子どもがいない夫婦の場合、夫婦のどちらかが亡くなったとき残された配偶者が財産をすべて相続できるとは限りません。配偶者は必ず相続人となります。しかし、故人に親や兄弟姉妹がいれば、配偶者とともに相続人となります。


先ほども説明した通り、配偶者とともに相続人となれる人の範囲や順位、相続の割合「法定相続分」は民法で定められています。相続人となる人の順位は、第1順位:直系卑属(子や孫、ひ孫など)、第2順位:直系尊属(父母や祖父母、曾祖父母など)、第3順位:兄弟姉妹(亡くなっている場合には甥・姪)です。
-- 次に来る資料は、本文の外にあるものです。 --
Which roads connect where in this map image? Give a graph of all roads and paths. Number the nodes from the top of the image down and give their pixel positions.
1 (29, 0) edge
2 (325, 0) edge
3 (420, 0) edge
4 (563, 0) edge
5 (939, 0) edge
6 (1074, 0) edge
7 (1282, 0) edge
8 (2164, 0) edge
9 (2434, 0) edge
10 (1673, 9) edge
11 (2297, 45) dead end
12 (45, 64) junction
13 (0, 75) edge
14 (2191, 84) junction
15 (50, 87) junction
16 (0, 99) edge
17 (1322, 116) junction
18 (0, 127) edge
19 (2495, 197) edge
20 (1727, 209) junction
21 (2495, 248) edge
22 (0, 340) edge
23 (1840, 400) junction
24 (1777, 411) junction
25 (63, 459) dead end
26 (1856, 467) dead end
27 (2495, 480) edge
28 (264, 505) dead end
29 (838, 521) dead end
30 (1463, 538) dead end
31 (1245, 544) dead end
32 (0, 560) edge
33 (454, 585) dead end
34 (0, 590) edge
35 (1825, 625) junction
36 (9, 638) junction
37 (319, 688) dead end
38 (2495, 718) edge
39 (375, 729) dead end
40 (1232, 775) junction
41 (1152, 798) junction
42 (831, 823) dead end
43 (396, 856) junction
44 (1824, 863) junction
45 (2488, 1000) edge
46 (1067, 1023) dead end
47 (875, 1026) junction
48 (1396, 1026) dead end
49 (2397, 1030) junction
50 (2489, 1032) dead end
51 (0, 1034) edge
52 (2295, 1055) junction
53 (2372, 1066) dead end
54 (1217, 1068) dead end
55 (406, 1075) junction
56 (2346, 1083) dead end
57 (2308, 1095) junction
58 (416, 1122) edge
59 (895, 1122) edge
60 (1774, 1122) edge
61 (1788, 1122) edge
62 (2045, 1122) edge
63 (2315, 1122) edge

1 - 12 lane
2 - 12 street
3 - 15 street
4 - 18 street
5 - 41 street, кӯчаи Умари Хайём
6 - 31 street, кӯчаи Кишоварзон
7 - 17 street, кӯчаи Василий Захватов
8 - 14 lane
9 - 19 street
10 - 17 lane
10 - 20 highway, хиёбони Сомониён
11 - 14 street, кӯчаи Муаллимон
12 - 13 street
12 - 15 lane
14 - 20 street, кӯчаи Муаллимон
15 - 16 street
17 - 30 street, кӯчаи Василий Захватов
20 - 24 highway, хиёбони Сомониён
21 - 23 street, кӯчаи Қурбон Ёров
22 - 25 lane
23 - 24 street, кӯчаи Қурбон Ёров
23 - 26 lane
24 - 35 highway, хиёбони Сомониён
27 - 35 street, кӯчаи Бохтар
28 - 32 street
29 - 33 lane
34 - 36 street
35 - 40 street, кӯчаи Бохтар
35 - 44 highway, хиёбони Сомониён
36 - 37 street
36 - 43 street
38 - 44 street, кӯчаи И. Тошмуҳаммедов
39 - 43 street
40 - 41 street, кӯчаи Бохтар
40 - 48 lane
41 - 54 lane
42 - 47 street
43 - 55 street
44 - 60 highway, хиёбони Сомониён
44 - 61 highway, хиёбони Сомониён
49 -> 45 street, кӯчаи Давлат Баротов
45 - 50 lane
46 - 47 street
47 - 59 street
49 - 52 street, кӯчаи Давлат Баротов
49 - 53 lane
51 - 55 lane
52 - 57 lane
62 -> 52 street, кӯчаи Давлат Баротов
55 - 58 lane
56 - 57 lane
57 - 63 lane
法定相続分は、相続人が配偶者と第2順位の人の場合は、配偶者3分の2、第2順位の人3分の1となり、相続人が配偶者と第3順位の人の場合は、配偶者4分の3、第3順位の人4分の1となります。


■夫の母親には「遺留分」を支払わなければならない


兄弟姉妹、甥や姪と仲が良くない、交流がないなどの理由で相続させたくない場合は「財産をすべて配偶者に相続させる」という内容の遺言を残すのが有効です。


注意すべきなのは、最低限度の遺産取得割合「遺留分」があるということです。遺留分は遺言より優先され、ほかの相続人から遺留分を請求された場合は支払わなければなりません。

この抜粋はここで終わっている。